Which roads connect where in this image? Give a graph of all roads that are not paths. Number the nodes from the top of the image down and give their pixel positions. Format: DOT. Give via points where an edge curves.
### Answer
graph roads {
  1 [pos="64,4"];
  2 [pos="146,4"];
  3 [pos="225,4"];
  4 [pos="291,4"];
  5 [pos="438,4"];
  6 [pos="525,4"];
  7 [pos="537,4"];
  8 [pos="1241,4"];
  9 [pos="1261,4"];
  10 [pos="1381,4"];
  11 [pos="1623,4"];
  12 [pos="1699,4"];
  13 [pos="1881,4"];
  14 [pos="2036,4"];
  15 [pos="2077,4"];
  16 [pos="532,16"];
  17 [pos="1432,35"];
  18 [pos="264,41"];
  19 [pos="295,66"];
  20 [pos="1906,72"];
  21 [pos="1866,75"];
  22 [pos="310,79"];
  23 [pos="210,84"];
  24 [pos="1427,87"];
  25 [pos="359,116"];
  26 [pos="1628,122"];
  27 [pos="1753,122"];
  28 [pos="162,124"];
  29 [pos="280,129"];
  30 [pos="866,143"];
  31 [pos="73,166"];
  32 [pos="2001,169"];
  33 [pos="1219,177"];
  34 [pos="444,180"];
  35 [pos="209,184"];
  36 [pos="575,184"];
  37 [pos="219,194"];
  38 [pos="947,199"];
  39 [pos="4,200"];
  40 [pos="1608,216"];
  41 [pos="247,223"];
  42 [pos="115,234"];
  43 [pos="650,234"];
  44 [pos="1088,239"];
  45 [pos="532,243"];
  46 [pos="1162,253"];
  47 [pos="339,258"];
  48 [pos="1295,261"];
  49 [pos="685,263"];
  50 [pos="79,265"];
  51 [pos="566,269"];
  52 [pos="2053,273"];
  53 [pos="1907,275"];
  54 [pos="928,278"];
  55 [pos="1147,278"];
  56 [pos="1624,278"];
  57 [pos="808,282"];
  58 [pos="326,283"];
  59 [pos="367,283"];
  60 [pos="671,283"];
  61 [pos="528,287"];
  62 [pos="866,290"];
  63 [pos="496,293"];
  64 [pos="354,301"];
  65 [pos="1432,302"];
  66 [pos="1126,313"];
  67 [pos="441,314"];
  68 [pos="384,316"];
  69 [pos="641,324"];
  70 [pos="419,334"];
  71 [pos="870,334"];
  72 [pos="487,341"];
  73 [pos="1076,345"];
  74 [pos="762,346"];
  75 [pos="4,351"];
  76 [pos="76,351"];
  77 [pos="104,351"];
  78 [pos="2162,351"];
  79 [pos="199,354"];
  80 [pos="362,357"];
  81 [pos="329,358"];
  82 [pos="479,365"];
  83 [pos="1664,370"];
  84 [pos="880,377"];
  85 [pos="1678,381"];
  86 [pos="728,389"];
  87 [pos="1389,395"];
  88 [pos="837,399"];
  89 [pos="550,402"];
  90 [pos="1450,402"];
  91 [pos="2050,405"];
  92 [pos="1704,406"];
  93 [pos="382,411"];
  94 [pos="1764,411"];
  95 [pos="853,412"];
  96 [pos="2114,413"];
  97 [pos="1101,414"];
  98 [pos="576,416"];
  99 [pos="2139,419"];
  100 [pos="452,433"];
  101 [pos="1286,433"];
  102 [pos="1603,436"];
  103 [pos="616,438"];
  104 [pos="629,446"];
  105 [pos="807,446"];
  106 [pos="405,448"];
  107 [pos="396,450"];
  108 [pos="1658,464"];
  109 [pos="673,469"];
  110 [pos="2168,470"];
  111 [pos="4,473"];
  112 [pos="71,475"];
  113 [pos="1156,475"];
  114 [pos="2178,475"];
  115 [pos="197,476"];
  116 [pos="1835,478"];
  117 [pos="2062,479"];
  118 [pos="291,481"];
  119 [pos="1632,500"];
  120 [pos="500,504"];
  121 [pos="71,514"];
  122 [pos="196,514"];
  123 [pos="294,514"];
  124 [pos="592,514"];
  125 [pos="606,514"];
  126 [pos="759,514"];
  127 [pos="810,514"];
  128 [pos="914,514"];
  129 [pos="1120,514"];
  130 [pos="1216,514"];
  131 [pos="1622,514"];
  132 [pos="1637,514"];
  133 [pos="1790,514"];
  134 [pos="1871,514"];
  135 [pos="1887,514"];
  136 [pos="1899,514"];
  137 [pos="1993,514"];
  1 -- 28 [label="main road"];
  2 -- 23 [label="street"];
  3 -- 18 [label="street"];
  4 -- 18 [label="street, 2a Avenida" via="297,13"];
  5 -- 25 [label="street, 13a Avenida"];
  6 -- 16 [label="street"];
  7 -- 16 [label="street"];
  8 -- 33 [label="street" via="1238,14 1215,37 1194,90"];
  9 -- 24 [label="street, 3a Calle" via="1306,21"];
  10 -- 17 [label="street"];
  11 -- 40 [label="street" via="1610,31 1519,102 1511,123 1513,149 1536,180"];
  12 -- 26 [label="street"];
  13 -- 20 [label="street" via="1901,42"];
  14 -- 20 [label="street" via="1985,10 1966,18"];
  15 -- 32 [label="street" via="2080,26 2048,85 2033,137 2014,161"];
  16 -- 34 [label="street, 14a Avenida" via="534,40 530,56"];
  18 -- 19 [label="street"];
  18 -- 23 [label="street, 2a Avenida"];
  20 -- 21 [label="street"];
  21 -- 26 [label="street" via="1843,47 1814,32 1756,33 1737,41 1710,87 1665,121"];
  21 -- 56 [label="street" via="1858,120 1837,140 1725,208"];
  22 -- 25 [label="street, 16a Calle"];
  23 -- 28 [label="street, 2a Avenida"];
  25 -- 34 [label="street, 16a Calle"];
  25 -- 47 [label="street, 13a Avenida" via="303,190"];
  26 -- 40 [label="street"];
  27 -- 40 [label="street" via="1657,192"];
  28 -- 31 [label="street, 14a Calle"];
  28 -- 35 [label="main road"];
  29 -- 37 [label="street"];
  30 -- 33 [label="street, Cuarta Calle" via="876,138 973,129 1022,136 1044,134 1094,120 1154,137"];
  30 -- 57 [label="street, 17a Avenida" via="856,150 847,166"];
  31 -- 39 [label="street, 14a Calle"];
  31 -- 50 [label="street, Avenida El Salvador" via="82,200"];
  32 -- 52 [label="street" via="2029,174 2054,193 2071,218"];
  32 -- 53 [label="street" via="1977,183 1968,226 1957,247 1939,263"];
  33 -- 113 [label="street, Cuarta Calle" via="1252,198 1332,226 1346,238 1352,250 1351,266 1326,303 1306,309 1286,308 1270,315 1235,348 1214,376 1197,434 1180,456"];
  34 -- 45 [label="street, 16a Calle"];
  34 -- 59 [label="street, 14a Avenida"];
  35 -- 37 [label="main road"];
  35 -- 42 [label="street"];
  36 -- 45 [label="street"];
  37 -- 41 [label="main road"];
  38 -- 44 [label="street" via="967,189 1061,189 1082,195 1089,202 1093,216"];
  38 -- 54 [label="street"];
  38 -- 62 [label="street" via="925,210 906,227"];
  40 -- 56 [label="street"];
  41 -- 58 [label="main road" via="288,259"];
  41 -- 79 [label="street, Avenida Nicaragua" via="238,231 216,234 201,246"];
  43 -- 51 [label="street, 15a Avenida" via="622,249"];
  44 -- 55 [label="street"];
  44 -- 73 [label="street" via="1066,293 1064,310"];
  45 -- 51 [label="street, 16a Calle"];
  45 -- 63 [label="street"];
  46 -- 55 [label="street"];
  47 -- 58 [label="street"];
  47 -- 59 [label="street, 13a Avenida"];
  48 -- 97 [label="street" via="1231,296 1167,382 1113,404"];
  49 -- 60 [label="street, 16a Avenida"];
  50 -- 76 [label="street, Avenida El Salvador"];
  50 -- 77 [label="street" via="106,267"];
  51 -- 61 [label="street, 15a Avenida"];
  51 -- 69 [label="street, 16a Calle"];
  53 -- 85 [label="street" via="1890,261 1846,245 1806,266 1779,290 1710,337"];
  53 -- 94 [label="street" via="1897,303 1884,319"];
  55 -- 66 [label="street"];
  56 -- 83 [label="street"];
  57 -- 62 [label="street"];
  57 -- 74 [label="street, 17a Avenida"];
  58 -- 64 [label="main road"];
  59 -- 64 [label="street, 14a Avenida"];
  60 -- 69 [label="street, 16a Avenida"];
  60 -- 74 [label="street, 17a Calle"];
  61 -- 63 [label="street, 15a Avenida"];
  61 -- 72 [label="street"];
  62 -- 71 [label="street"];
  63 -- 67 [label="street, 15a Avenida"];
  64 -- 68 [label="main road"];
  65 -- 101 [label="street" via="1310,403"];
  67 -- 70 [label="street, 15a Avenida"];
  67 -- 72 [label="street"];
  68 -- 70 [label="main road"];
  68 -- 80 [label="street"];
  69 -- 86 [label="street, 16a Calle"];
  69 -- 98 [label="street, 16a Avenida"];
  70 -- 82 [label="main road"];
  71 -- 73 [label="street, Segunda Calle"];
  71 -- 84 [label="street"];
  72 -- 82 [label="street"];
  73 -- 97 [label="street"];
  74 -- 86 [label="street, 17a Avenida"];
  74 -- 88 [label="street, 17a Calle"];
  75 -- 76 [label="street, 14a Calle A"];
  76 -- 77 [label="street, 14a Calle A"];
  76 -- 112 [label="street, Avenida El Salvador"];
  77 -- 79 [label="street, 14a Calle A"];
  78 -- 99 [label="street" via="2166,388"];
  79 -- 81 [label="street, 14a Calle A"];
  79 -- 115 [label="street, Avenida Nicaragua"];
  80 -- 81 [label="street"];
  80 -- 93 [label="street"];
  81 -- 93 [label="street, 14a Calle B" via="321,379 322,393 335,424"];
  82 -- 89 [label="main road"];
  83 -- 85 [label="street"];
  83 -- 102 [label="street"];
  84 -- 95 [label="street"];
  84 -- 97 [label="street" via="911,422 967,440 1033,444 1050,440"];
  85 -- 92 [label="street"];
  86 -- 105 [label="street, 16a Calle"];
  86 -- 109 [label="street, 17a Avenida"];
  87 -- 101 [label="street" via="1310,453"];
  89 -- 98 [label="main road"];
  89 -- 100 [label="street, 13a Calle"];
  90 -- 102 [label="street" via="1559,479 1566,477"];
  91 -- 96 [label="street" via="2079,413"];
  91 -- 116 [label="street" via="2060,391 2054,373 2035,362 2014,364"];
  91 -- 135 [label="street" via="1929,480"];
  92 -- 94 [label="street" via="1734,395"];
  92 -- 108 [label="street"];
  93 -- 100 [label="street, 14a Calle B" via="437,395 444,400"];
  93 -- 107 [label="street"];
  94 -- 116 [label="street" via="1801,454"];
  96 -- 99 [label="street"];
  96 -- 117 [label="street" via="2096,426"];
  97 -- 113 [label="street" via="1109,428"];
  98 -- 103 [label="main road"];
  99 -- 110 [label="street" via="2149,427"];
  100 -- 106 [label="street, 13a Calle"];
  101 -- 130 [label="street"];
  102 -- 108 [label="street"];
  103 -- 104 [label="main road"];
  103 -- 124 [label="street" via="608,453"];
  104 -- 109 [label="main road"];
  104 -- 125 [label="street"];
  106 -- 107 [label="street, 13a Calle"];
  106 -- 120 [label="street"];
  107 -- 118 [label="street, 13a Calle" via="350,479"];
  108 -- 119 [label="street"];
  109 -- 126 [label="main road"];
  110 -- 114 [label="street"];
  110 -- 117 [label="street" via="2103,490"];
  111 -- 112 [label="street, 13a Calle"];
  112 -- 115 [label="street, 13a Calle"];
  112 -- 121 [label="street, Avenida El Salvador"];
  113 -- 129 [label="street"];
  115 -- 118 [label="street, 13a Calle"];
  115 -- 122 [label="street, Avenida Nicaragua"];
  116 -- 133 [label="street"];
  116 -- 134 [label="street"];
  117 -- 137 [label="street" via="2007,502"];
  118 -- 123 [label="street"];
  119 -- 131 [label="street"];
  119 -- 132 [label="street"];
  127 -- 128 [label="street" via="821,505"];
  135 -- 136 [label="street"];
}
= = = =
WHAT THE EXERCISE ASKS - Look through the data above for the word "Salvador". Report each line where it occurs.

ANSWER TO THIS EXERCISE -
  31 -- 50 [label="street, Avenida El Salvador" via="82,200"];
  50 -- 76 [label="street, Avenida El Salvador"];
  76 -- 112 [label="street, Avenida El Salvador"];
  112 -- 121 [label="street, Avenida El Salvador"];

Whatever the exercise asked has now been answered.